[Collected data entries]

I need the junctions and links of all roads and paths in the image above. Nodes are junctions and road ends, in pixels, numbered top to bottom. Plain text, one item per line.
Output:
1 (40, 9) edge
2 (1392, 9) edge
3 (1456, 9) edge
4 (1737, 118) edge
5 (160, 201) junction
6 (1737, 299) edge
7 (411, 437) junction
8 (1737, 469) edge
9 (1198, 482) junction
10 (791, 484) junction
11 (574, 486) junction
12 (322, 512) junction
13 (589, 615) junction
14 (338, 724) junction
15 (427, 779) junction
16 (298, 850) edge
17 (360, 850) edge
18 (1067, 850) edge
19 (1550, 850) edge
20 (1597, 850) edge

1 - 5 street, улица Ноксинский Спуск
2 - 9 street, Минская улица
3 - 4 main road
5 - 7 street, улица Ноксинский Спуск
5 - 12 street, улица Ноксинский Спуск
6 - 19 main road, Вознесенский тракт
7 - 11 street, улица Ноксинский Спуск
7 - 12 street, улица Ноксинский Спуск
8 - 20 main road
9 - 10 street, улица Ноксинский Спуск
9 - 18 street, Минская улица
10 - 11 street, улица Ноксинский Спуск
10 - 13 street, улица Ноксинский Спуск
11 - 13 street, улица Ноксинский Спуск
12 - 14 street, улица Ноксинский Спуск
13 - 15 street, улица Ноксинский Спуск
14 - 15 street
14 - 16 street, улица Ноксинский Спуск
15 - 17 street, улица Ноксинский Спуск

**Action item:** Repeat the records exactly, leaving out none of them.

**Response to this task:**
I need the junctions and links of all roads and paths in the image above. Nodes are junctions and road ends, in pixels, numbered top to bottom. Plain text, one item per line.
Output:
1 (40, 9) edge
2 (1392, 9) edge
3 (1456, 9) edge
4 (1737, 118) edge
5 (160, 201) junction
6 (1737, 299) edge
7 (411, 437) junction
8 (1737, 469) edge
9 (1198, 482) junction
10 (791, 484) junction
11 (574, 486) junction
12 (322, 512) junction
13 (589, 615) junction
14 (338, 724) junction
15 (427, 779) junction
16 (298, 850) edge
17 (360, 850) edge
18 (1067, 850) edge
19 (1550, 850) edge
20 (1597, 850) edge

1 - 5 street, улица Ноксинский Спуск
2 - 9 street, Минская улица
3 - 4 main road
5 - 7 street, улица Ноксинский Спуск
5 - 12 street, улица Ноксинский Спуск
6 - 19 main road, Вознесенский тракт
7 - 11 street, улица Ноксинский Спуск
7 - 12 street, улица Ноксинский Спуск
8 - 20 main road
9 - 10 street, улица Ноксинский Спуск
9 - 18 street, Минская улица
10 - 11 street, улица Ноксинский Спуск
10 - 13 street, улица Ноксинский Спуск
11 - 13 street, улица Ноксинский Спуск
12 - 14 street, улица Ноксинский Спуск
13 - 15 street, улица Ноксинский Спуск
14 - 15 street
14 - 16 street, улица Ноксинский Спуск
15 - 17 street, улица Ноксинский Спуск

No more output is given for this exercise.